Les livres consacrés à l’Antiquité gréco-romaine publiés à Lyon ont rarement été préparés par des humanistes présents dans la ville. La raison essentielle en est bien évidemment l’absence d’université. Or les humanistes gagnent généralement leur vie en enseignant à l’université, ou en travaillant auprès d’un prince. C’est peut-être ce qui explique la place prépondérante des rééditions, même s’il était possible de travailler par courrier avec un éditeur scientifique éloigné. Cela nécessitait toutefois la présence d’un intermédiaire, le travail dans l’atelier d’imprimerie devant être surveillé chaque jour. Ainsi, lorsqu’on trouve quelqu’un pour assurer le travail de suivi chaque jour, un ami, un parent, un voisin, un collègue, on peut très bien mener à bien une première édition à peu près satisfaisante à distance. Mais les obstacles sont nombreux et les mécontentements viennent vite : combien de lettres nous font connaître le mécontentement des humanistes ayant travaillé avec Henri II Estienne par exemple. Autre motif, la difficulté réelle de ce genre de travail : c’est peut-être ce qui explique que Raenerius ait préféré reprendre, corriger et commenter la vieille traduction de Boèce, plutôt que se lancer dans une nouvelle traduction.

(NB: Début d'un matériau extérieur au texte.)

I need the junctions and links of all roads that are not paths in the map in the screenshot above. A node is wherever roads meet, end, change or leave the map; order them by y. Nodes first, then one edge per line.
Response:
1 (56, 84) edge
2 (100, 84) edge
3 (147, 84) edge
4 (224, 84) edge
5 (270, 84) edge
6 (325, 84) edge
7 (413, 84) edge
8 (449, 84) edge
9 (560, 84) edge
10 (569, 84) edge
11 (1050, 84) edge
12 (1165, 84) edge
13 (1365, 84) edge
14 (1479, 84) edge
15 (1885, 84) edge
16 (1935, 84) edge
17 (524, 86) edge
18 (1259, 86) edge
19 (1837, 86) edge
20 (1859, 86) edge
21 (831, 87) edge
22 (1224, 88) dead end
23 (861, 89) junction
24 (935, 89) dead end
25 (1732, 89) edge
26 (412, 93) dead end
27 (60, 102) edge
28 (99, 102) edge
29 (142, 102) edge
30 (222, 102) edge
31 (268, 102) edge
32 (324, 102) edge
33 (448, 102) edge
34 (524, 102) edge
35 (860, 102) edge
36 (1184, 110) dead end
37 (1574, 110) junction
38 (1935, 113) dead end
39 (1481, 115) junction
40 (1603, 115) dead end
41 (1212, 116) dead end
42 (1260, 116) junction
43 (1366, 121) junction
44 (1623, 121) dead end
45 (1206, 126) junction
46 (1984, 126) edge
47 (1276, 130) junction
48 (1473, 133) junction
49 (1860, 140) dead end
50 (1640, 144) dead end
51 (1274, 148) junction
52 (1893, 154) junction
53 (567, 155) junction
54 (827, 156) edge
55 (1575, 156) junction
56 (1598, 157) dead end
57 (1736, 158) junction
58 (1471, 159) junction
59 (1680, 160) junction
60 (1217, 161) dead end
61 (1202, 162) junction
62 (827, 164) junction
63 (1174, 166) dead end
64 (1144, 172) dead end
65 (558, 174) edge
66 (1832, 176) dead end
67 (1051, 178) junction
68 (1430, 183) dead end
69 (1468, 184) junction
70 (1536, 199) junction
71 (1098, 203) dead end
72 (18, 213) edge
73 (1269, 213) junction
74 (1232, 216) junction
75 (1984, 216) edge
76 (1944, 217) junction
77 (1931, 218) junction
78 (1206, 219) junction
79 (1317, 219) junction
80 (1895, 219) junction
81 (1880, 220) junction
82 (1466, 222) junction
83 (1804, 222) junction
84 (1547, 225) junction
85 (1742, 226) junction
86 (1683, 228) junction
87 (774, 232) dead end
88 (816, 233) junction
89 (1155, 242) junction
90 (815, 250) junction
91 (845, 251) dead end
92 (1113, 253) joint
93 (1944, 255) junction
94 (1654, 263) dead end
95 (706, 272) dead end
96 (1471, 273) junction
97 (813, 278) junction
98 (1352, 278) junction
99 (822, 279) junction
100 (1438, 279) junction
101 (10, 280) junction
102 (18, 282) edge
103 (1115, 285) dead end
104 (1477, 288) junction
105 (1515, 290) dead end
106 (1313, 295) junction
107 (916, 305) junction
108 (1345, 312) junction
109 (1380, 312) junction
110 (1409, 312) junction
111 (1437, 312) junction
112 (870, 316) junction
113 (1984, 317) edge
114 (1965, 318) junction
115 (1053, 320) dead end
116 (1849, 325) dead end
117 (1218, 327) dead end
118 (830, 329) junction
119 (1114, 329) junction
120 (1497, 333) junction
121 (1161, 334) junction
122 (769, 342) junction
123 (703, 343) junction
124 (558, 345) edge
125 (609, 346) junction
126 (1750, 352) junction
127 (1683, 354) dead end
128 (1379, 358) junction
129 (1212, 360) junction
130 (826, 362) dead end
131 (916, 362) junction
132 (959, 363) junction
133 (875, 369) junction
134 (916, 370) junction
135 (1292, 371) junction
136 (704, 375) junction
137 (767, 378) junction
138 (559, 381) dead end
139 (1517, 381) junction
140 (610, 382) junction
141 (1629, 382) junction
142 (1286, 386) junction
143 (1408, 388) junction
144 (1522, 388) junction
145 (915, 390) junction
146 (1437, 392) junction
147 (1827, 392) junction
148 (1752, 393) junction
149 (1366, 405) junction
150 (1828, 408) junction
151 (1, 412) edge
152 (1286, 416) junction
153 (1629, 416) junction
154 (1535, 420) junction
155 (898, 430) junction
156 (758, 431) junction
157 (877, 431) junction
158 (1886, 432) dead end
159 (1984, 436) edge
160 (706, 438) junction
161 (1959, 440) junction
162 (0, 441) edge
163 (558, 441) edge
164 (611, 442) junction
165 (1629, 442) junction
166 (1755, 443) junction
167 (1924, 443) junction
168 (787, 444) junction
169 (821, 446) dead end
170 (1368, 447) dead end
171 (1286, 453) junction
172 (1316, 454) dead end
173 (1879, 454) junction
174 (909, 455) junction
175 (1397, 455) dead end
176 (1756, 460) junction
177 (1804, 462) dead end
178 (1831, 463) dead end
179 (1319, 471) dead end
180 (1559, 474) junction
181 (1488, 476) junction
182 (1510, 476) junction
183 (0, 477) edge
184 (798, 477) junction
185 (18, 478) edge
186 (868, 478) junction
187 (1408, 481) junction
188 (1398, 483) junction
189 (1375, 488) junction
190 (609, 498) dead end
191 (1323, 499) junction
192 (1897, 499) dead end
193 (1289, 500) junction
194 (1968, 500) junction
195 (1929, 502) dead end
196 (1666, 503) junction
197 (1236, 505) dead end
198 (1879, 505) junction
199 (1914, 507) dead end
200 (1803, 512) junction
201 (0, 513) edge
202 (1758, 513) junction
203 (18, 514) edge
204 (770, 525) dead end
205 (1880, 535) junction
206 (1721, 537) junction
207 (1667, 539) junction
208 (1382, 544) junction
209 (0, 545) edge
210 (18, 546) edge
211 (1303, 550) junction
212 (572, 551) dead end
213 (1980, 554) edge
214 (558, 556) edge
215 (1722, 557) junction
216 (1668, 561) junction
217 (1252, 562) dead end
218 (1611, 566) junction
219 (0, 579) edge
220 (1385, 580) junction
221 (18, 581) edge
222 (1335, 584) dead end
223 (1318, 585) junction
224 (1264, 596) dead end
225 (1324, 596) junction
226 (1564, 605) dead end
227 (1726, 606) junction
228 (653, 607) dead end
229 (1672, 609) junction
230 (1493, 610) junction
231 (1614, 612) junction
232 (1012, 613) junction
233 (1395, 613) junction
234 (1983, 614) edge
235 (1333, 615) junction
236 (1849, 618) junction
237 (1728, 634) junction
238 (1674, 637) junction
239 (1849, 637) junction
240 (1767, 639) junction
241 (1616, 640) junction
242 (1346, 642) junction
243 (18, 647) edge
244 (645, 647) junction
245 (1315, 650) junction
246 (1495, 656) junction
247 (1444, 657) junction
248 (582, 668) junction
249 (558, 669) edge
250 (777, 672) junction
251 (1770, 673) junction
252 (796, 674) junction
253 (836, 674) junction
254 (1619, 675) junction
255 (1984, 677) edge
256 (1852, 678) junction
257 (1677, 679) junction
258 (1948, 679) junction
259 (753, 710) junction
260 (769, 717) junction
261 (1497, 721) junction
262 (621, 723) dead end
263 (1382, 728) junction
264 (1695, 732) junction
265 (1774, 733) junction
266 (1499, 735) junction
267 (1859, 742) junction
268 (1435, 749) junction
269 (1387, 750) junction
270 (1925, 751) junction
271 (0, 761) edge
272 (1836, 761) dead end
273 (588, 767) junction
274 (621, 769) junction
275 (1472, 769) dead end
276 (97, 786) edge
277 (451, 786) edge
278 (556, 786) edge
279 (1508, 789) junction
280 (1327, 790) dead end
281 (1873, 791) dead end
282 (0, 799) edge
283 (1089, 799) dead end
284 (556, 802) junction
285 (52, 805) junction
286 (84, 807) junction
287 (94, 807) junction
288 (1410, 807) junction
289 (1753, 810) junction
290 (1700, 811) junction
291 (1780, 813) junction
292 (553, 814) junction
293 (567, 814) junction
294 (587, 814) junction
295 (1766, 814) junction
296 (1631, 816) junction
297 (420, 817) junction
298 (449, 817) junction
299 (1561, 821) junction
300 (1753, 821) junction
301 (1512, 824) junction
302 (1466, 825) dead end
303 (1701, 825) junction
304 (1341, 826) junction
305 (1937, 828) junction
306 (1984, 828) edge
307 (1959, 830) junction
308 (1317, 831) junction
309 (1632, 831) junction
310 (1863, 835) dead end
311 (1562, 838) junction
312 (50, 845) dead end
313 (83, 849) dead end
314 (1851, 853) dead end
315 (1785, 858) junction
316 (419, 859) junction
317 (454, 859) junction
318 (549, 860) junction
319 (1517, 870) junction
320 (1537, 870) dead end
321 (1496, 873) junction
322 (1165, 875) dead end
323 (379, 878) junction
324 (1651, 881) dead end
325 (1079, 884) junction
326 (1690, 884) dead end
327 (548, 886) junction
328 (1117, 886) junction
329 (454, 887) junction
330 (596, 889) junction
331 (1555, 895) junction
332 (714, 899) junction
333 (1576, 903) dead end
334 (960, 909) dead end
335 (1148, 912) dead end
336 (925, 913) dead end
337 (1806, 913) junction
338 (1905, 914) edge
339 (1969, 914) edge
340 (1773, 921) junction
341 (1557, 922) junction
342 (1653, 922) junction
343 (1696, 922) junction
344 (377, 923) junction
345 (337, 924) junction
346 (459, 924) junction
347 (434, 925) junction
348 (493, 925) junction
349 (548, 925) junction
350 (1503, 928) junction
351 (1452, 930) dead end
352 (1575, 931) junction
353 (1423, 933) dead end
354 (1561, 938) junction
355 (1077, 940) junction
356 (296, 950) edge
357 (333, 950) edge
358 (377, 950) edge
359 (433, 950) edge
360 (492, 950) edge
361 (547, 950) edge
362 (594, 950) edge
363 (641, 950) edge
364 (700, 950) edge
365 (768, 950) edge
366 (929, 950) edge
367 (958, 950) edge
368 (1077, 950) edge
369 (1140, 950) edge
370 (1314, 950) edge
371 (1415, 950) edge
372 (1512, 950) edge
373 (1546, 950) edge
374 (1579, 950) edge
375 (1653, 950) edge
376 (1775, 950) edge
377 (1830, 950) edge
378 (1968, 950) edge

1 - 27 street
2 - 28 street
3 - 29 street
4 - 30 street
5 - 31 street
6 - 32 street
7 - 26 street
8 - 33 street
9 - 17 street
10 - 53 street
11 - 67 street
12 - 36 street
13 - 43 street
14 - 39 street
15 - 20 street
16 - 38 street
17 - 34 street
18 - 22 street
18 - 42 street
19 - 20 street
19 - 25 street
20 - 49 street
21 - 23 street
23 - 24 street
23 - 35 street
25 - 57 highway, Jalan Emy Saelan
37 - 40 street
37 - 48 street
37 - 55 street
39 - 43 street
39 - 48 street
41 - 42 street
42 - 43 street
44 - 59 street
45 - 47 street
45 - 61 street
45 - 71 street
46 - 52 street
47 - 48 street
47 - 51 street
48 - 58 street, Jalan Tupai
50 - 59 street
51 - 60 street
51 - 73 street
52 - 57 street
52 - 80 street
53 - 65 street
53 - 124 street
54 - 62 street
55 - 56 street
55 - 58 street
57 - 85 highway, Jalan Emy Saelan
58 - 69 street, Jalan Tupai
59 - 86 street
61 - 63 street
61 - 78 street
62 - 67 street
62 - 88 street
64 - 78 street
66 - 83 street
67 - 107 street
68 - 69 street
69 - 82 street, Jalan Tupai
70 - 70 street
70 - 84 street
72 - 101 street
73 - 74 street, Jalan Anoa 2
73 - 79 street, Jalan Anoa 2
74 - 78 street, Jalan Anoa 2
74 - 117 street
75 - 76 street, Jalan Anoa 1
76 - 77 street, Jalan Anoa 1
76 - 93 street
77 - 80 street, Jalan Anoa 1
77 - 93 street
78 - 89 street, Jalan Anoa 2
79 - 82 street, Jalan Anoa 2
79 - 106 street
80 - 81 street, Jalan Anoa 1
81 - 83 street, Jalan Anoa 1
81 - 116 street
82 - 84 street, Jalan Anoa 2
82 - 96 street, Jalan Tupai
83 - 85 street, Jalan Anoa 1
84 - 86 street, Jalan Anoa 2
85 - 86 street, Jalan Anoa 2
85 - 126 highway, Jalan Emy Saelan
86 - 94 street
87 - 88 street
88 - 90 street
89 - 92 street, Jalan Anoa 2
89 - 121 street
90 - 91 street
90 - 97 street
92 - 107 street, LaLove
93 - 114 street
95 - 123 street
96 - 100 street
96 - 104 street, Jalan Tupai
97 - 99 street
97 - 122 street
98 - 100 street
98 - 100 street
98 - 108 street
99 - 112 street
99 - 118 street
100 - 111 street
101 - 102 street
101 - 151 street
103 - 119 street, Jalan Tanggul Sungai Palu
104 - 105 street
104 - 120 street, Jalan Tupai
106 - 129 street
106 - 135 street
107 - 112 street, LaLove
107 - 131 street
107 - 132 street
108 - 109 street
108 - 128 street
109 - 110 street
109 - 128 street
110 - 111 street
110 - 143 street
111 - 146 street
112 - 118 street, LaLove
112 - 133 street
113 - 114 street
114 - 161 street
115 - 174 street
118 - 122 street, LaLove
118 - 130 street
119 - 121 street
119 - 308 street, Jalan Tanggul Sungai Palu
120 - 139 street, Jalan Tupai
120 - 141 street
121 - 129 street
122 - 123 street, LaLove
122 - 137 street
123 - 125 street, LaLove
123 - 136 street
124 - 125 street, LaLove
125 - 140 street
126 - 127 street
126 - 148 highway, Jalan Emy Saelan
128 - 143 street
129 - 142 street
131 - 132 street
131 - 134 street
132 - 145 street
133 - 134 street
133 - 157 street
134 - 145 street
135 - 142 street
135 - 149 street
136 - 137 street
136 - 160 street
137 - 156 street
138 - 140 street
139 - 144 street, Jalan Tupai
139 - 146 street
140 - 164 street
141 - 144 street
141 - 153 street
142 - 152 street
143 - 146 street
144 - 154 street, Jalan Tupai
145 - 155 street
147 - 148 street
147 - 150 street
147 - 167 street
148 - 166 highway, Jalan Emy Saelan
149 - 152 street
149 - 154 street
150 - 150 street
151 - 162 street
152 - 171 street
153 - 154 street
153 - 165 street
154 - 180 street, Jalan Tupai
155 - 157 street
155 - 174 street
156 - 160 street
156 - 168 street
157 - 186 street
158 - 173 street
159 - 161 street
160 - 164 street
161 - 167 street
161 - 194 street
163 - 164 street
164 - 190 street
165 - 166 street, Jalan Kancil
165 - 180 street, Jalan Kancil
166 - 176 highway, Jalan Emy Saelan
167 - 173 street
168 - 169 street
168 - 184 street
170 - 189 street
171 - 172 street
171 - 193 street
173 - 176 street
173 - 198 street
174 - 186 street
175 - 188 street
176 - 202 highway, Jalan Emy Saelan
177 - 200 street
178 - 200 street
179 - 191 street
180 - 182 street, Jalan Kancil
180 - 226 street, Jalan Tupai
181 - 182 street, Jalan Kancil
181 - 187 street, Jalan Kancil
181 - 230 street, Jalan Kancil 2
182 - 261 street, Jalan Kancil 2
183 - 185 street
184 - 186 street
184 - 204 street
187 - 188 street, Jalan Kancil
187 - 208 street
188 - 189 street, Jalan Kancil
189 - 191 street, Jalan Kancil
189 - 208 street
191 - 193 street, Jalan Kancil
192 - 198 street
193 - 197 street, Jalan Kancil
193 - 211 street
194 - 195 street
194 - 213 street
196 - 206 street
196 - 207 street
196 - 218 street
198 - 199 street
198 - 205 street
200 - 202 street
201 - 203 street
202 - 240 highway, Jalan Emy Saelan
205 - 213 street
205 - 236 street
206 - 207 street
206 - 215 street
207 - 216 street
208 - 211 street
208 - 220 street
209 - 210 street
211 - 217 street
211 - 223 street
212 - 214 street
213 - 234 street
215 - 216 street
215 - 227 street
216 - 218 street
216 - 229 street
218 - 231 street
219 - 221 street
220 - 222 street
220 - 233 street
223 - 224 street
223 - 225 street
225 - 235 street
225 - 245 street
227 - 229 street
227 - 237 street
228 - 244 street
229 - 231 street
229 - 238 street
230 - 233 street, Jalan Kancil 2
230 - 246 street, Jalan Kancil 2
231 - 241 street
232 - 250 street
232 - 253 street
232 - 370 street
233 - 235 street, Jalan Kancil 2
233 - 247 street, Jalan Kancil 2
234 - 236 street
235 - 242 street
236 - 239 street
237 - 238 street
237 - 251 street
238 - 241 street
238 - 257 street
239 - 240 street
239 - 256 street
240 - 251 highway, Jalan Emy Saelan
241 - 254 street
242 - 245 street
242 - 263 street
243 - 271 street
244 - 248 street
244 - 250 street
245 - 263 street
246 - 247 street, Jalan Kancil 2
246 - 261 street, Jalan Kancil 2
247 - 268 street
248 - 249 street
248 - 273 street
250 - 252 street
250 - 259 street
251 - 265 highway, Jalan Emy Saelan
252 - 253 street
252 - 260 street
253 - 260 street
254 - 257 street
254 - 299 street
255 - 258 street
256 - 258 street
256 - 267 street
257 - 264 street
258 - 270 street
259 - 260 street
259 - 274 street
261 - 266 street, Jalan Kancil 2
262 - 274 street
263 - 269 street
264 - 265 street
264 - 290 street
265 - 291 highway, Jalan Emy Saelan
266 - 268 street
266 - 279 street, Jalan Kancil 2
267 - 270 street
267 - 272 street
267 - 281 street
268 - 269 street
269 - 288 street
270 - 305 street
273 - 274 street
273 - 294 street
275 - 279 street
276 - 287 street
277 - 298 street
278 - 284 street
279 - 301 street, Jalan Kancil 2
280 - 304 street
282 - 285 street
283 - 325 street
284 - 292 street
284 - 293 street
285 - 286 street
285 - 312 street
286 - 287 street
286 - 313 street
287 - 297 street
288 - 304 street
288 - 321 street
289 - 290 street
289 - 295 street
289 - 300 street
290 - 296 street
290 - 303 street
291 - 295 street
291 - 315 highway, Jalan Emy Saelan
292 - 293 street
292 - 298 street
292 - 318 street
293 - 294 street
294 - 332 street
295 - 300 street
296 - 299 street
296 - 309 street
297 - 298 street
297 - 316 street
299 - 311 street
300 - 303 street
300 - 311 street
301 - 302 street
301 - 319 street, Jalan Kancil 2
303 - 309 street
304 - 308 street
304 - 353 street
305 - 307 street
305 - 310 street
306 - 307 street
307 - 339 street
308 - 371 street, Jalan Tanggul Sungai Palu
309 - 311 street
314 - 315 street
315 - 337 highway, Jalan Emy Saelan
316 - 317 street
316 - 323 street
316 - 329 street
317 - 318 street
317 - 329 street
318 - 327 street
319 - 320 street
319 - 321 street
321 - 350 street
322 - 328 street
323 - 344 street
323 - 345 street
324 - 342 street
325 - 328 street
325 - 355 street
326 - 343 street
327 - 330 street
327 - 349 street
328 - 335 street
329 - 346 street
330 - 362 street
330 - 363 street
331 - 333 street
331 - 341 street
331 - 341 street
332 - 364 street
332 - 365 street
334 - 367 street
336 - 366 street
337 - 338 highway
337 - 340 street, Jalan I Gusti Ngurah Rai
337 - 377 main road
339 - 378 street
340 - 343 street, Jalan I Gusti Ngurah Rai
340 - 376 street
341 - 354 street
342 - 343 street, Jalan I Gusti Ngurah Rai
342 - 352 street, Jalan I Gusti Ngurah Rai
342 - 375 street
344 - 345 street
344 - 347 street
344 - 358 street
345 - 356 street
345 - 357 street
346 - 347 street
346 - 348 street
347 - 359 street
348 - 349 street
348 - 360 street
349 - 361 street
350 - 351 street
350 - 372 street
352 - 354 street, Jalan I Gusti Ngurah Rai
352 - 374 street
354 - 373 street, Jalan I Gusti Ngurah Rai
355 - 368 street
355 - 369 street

L’étude de l’histoire et de la civilisation antiques
Nous relevons dans la collection de la Bibliothèque Diderot de Lyon un nombre important d’ouvrages de ceux que l’on appelle les Antiquaires, qui sont parfois aussi des humanistes : ils maîtrisent parfaitement les langues latine et grecque et ne dédaignent pas d’éditer des textes antiques à côté des études qu’ils mènent à bien et font publier. Prenons le cas d’Antonio Agustín : espagnol, ecclésiastique, spécialiste de droit canon, il séjourne plusieurs années en Italie où il se lie d’amitié avec les membres les plus érudits de la Curie romaine. Il rentre ensuite en Espagne où il devient évêque puis archevêque, sans jamais abandonner l’étude du droit d’un côté, la chasse aux manuscrits inconnus de l’autre. Il est un illustre représentant de ce qu’Aldo Lunelli a appelé la philologie juridique, dont la place et l’influence sur la critique et l’édition des textes classiques sont primordiales, ne serait-ce que parce qu’elle a pour objet les textes parmi les plus importants transmis par l’Antiquité, le Digeste et tous les textes du droit romain, transmis qui plus est par des manuscrits prestigieux et même mythiques comme les Pandectes florentines. Antonio Agustín est une figure importante dans ce domaine ; comme Pierre Daniel ou Denis Godefroy (Gothofredus), il ne dédaigne pas la philologie classique. Il y a d’ailleurs dans sa bibliothèque, en 1586, cinq cent soixante-et-un manuscrits latins, deux cent soixante-douze manuscrits grecs, et de très nombreux imprimés dont seulement neuf cent soixante-quinze sont décrits, ce qui est un signe de son intérêt pour la recherche des textes anciens dans les témoins médiévaux. On sait qu’il a pu par exemple mettre la main sur un texte inconnu conservé dans la bibliothèque de Juan Paez de Castro, à la mort de ce dernier : ces extraits d’une encyclopédie byzantine, envoyés à son ami Orsini à Rome, furent imprimés par le français Christophe Plantin à Anvers grâce à la protection et à l’intervention du vice-roi de Naples, le cardinal de Granvelle 43. La BDL possède un livre d’Agustìn imprimé à Lyon, ses Emendationum et opinionum libri 44, résultat de l’efficace collaboration entre Antoine Vincent et Symphorien Barbier, ainsi que son De legibus et senatusconsultis liber 45, complété des commentaires de son ami romain Fulvio Orsini et dédicacé à ce dernier 46.
Conclusion
De la collection de la Bibliothèque Diderot de Lyon, nous avons laissé de côté plusieurs livres qui portent une adresse bibliographique lyonnaise mais ont été en réalité imprimés à Genève : une édition de Platon, un livre d’Agustìn... Par l’effet du hasard, nous avons pu éclairer la production lyonnaise des années 1530-1540 et celle des années 1580-1590 dans le domaine de l’édition et l’étude des auteurs anciens. Quelles informations peut-on en tirer ?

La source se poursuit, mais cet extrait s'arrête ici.